Mondnächte in der Rue La Boétie
Es ist im allerersten Augenblick, als betrete man ein Aquarium. An der Wand des großen verdunkelten Saales zieht es, von schmalen Gelenken durchbrochen, wie ein Band hinter Glas erleuchteten Wassers entlang. Das Farbenspiel der Tiefseefauna kann nicht brennender sein. Aber was sich hier zeigt, sind oberirdische, atmosphärische Wunder. An monderhellten Wassern spiegeln sich Serails, Nächte in verlassenen Parks tun sich auf. Man erkennt im Mondlicht das Schloß von Saint-Leu, in welchem man vor hundert Jahren den letzten Condé erhängt an einem Fenster aufgefunden hat. Irgendwo brennt hinter Gardinen noch Licht. Dazwischen fällt ein paarmal breit die Sonne ein: im lautren Strahle eines Sommermorgens sieht man in die Stanzen des Vatikan, wie sie den Nazarenern erschienen sein werden; unweit baut sich das ganze Baden-Baden auf, und wenn die Sonne nicht so blendend schiene, könnte man unter seinen Puppen vielleicht im Maßstab 1:10 000 Dostojewski auf der Kasino-Terrasse erkennen. Aber auch Kerzenlicht kommt zu Ehren. Wachslichter umstellen im dämmernden Dom als chapelle ardente den ermordeten Herzog von Berry; und Ampeln in den Seidenhimmeln einer Liebesinsel beschämen beinahe die rundliche Luna.

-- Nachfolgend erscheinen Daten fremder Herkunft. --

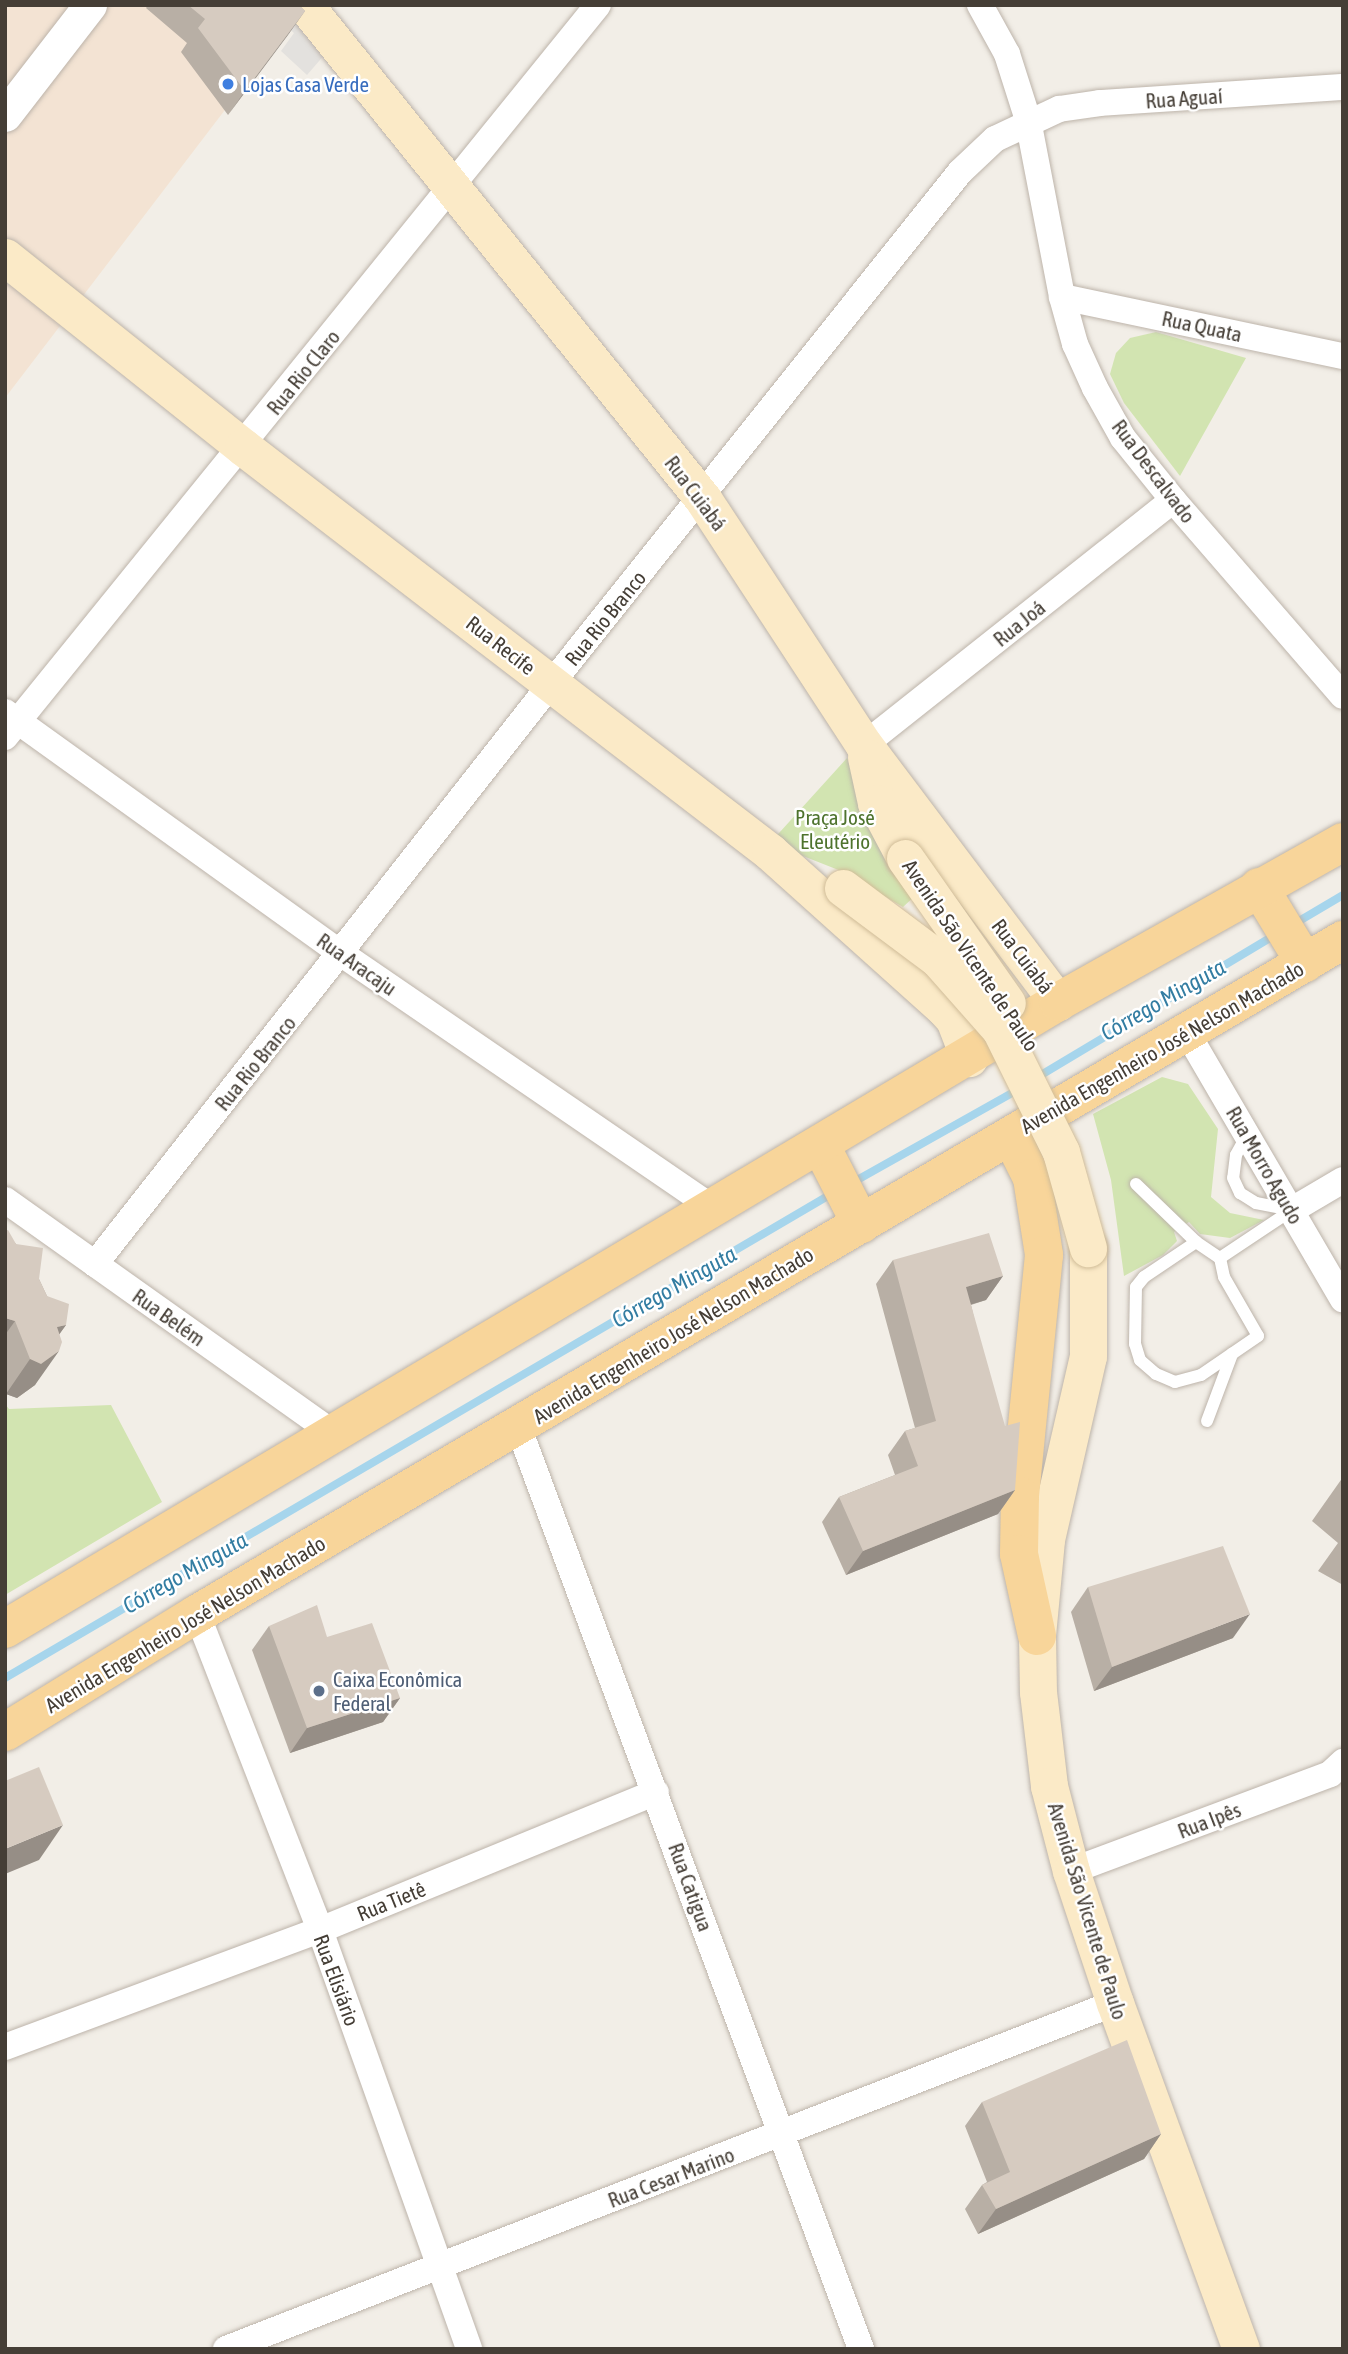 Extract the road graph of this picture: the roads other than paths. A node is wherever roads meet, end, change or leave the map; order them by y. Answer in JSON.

Es ist ein Experiment ohnegleichen auf die »mondbeglänzte Zaubernacht« der Romantik. Siegreich geht ihre edle Substanz aus jeder sinnreichen Prüfung hervor, der man ihren spezifischen Gehalt an Poesie hier unterwarf. Man denkt fast mit Erschrecken an die Gewalt, die sie in roherem, massiverem Zustand in den Zauberbildern der Jahrmärkte, in den Dioramen gehabt haben muß. Oder war diese Aquarellmalerei (auf einem Papier, das, beschabt und berieben, an manchen Stellen ausgeschnitten und unterlegt, endlich mit Wachs überzogen wurde, um die gewünschte Lichtdurchlässigkeit zu erhalten) nie volkstümlich, eine zu teure Technik? Man weiß davon nichts. Denn diese vierzig Transparente stehen völlig vereinzelt da. Man kennt nichts Ähnliches und hat, bis sie vor kurzem in einer Erbmasse sich fanden, selbst von den gegenwärtigen nichts gewußt. Es handelt sich um die Sammlung, die ein reicher Liebhaber – der Urgroßvater ihres jetzigen Besitzers – zusammenbrachte. Jedes Stück wurde eigens für ihn gefertigt. Näher oder ferner sollen große Künstler, wie Géricault, David, Boilly damit befaßt worden sein. Andere Sachverständige sind der Meinung, daß Daguerre, bevor er sein berühmtes Diorama schuf (das 1839, nach siebzehnjährigem Bestehen verbrannt ist), an diesen Tafeln mitgearbeitet hat.
Ob hier die größten Künstler beteiligt sind oder nicht, ist nur für jenen Amerikaner belangreich, der früher oder später die anderthalb Millionen Franken, um die die Kollektion zu haben ist, bezahlt. Denn diese Technik hat mit »Kunst« im strengen Sinne nichts zu tun – sie gehört zu den Künsten. Sie hat irgendwo ihre Stelle in jener vielleicht nur provisorisch ungeordneten Reihe, die von den Praktiken der Vision bis zu denen des elektrischen Fernsehens reicht. Im 19. Jahrhundert, als die Kinder das letzte Publikum der Magie waren, zogen sich diese Künste ins Spielerische zusammen. Ihre Intensität ist damit nicht geringer geworden. Wer sich die Zeit nimmt, vor dem Transparent des alten Bades Contrexeville zu verweilen, dem ist, als sei er oft und oft vor hundert Jahren diesen sonnigen Weg zwischen Pappeln entlanggekommen, habe die steinerne Mauer dabei gestreift – bescheidene magische Effekte zum Hausgebrauch, wie man sie sonst nur in seltenen Fällen, an chinesischen Specksteingruppen oder russischer Lackmalerei, erfährt.